今更、素性を隠すために男で通す必要はなかったが、アリアが女性だと知れば、婚約を無理強いする氷室に対して昇は無茶をするに決まっている。そうなれば、氷室は昇を潰すだろう。アリアは昇を巻き込みたくなかったのだ。
きっぱりと否定したアリアに、昇はやや不安になったようで、柚子の態度を見て事実なのか判断しようとしたのだろう。探るような視線を柚子に向けたのだった。
「ばっかみたい。そりゃあ、そうあってほしいでしょうけどね。残念だけどアリアは男なの」
柚子はアリアの気持ちを察したのか、ソファに肘かけの上に腰かけてアリアの肩に手をまわし、頭を寄りかからせてそう言ったのだった。
「私が女性だということにしていれば、氷室は悪いようにしないと思う」
「お前が女かどうかなんて、美原ななと氷室が接触した時点ですぐにわかってしまうだろう」
昇は反論した。
「……大丈夫。二人が会うまでに解決するから」
氷室とななが既に取引していることを伏せて、かなり苦しい嘘だったが、アリアは自信ありげに断言した。

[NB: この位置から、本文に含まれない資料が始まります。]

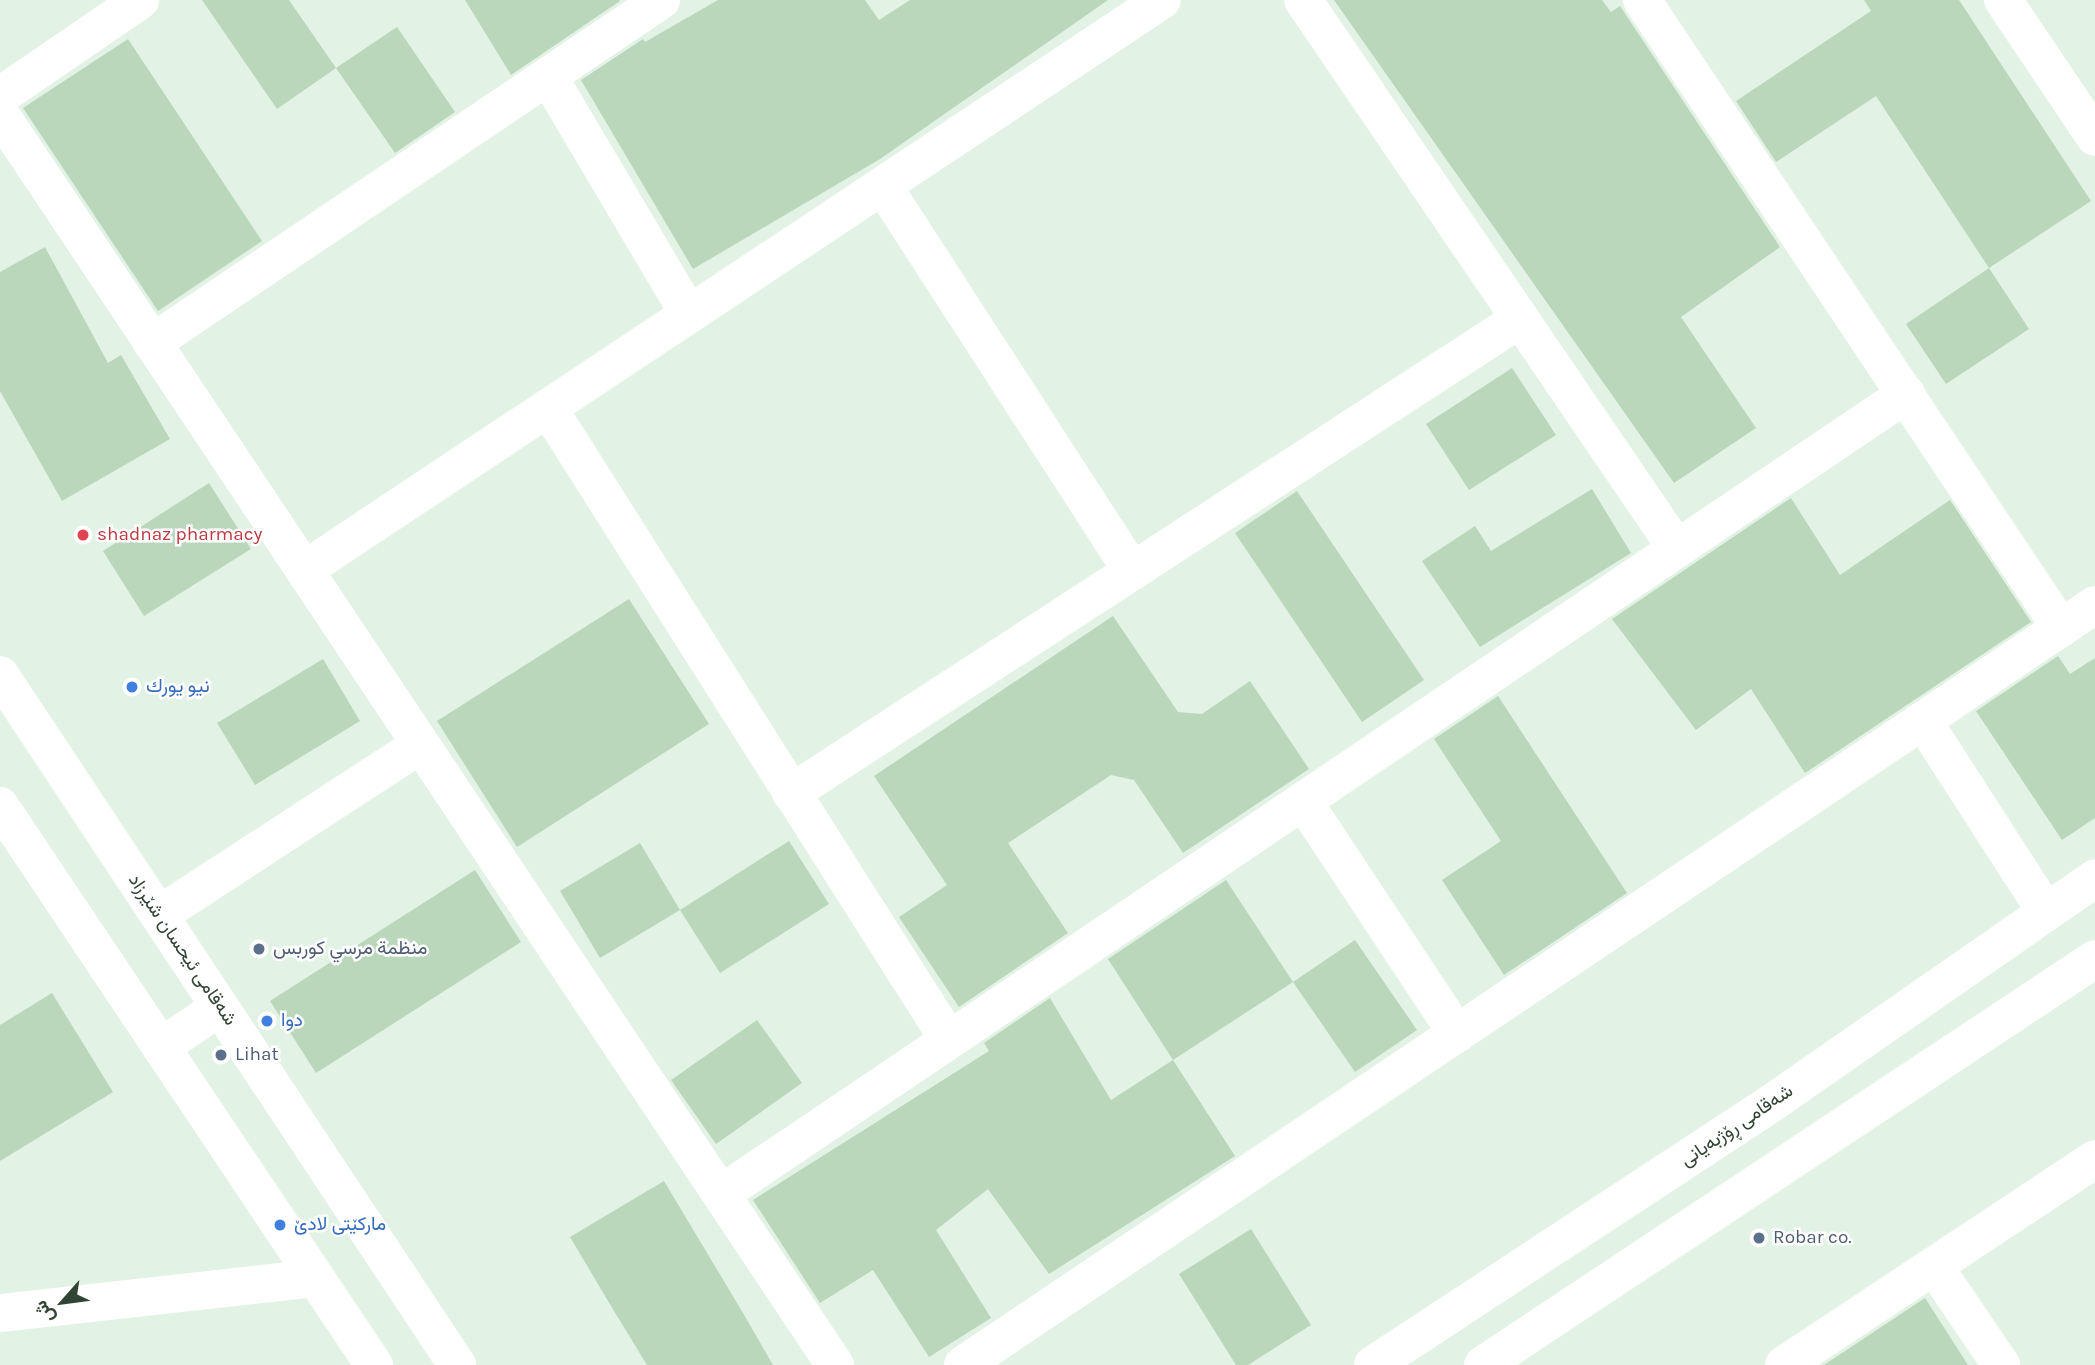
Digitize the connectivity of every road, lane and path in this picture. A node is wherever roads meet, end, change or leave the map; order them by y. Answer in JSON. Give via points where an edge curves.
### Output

「あいつはアリアが女だとすっかり騙されているというのか」
昇の眼はまだ疑っているようだった。アリアをじっと見つめている。
「そういうこと。どこをどう間違えたのか、馬鹿な奴だ」
アリアは肩をすくめた。
「百歩譲ってもしそうだとして、氷室と結婚するってことはないだろう?」
「まさか。心配無用、ちゃんと次の手は打ってある」
アリアは鼻で笑った。だが、本当のところ、この先のことは何も考えてなかった。
「馬鹿なまねはするなよ」
「男同士で結婚できるわけないし、これ以上馬鹿な真似なんてないね」
「真面目に話せ」
「ふざけてなんかないよ」
昇のきつい言葉に、アリアは笑って応えた。
これ以上どうしろというのか。最悪の場合、アリアは双子達から姿を消して、氷室との婚姻を受諾しようとしていたのだった。昇の言葉はそれをも見透かしているように聞こえた。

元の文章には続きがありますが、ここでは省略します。